There is a whole epoch between us and, today, an entire country of snow.
Take it into your head to write a preface to Rimbaud, writes Pierre Michon, and your wings fall off; you start quoting the saints of the almanac. Duly warned, we proceed with caution and will be brief. Rimbaud le fils (Rimbaud the Son) was published in France in 1991, seven years after Michon’s first book, Vies minuscules (Small Lives). Vies minuscules won Michon immediate acclaim and was quickly followed by other successes; Rimbaud le fils was his fifth published work. Although still relatively unknown to readers in the United States, Michon is widely recognized in Europe as one of France’s foremost contemporary writers. He won the Grand Prix du Roman from the Académie Française for his most recent novel, Les Onze (The Eleven), and the Prix de la Ville de Paris for his entire opus.
In Rimbaud le fils, Michon asks what drives art. What explains a poet’s devotion to the word and then our own devotion to that poet after he abandons it? Through Rimbaud, Michon explores his recurring themes: the absent father, the smothering mother, the backwater upbringing, and how they shape that tortured mix of genius and ambition we call an artist. Although Michon begins with Vitalie Cuif, Rimbaud’s mother, it is really the paternal line, the father — or fathers — that interests him. Rimbaud le fils traces lineage as determined by literature and how Rimbaud becomes literature incarnate, only to reject that patrimony.
Michon is a virtuosic writer whose medium is language, yet his imagination is visual. Rimbaud is revealed to us in images. We see him first sitting for a school photograph. Later we follow him to Étienne Carjat’s studio for the shooting of that iconic portrait with the crooked tie. And finally there he is in Harar, posing before the banana fields, a figure no longer identifiable as “poetry in person.” These are all photographs but Michon’s methods are painterly. His eye for color, his sense of depth, dimension, composition, the way he returns again and again to the image, adding layer upon layer — all this renders Rimbaud le fils a meticulously painted canvas, or many canvases, from which the poet eternally escapes.

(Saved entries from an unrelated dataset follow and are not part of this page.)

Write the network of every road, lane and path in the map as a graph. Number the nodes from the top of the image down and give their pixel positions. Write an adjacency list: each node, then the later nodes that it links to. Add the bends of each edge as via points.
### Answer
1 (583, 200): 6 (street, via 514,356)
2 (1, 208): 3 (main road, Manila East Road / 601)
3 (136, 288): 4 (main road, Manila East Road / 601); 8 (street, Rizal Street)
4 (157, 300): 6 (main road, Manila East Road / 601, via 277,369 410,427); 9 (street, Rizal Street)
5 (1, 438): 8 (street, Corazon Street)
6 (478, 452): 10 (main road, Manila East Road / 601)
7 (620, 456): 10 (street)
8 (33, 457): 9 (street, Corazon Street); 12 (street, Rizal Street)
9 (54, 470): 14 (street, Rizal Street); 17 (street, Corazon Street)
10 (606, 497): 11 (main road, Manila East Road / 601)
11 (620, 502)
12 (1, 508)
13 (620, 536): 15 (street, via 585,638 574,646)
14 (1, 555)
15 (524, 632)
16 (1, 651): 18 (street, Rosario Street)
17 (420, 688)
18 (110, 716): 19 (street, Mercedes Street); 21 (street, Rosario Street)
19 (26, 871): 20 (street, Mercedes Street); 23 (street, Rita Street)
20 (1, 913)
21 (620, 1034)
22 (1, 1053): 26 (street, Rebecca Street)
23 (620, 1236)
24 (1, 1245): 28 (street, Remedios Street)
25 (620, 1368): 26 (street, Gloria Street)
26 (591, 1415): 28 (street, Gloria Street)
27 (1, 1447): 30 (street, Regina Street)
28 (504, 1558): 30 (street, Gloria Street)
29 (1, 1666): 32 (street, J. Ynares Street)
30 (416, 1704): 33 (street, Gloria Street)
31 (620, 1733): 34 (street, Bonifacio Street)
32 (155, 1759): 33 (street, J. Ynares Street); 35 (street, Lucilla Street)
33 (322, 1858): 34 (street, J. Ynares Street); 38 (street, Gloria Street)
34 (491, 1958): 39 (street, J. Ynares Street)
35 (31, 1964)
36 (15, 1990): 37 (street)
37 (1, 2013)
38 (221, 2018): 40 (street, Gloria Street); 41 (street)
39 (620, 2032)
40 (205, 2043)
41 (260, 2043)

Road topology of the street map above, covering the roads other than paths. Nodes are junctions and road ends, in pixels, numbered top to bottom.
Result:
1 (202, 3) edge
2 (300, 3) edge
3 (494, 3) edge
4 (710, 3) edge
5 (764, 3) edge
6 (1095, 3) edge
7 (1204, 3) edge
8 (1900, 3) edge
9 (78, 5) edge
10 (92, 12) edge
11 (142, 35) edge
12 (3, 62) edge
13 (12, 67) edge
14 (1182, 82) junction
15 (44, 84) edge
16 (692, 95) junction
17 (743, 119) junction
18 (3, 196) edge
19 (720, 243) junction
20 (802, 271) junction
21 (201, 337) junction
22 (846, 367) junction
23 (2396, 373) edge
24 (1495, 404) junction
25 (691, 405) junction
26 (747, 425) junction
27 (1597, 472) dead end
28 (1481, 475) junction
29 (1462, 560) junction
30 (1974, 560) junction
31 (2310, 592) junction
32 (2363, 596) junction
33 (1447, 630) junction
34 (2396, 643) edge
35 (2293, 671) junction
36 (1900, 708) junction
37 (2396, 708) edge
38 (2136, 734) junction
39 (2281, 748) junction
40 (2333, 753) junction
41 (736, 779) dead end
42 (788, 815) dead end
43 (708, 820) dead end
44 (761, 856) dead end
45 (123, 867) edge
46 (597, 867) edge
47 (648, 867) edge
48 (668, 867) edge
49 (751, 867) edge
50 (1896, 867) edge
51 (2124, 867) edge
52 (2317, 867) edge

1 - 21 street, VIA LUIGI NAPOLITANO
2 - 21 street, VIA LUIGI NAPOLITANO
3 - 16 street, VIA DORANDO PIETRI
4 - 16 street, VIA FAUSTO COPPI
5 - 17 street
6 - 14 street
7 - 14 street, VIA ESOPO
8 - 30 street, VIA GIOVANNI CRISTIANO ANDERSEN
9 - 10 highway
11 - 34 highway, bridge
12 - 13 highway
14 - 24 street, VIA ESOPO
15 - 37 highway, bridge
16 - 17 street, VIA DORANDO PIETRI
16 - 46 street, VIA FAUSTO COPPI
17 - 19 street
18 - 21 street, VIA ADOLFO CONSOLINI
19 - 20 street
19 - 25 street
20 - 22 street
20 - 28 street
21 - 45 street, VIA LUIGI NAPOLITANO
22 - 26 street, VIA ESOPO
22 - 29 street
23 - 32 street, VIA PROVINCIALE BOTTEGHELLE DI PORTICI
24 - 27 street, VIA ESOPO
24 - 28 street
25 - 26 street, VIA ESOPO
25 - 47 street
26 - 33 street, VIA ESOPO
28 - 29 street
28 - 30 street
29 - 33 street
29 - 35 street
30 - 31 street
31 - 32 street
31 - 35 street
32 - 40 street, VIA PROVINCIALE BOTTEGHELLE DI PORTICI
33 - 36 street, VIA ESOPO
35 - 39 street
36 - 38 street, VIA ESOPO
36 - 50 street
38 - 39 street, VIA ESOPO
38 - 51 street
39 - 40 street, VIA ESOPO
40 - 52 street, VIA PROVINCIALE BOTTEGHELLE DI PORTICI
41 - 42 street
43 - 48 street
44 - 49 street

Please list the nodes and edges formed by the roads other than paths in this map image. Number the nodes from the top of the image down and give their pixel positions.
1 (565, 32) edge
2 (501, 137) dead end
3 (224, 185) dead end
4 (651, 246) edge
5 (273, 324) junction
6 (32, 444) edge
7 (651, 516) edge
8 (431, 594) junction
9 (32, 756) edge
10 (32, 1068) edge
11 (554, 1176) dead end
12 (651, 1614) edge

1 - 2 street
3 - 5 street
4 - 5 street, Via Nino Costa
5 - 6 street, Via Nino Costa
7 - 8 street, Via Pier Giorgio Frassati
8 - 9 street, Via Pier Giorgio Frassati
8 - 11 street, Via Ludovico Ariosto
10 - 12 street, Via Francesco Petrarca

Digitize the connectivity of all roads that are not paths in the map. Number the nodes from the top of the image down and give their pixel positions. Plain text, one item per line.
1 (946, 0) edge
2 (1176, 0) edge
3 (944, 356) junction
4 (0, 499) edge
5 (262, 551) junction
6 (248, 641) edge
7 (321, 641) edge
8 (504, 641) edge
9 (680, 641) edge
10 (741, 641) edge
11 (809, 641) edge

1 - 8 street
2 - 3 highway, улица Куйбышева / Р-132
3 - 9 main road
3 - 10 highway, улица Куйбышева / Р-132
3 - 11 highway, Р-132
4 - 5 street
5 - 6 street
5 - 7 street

Dense and poetic, Michon’s work calls for every translation trick in the book. A Michon sentence is an architectural feat: shift the position of a verb, extract a semicolon, and the whole thing topples. But the delight of bringing Michon into English is multiplied by the daunting nature of the task. And by the sheer mastery of Michon’s prose: “What makes men write? Other men, their mothers, the stars, or the old enormous things, God, language? The powers know. The powers of the air are this breath of wind through the leaves. The night turns. The moon rises, there is no one against the haystack. Rimbaud, in the attic among some pages, has turned toward the wall and sleeps like lead.” What makes men write? Michon does not answer this question. But few writers have asked it so beautifully.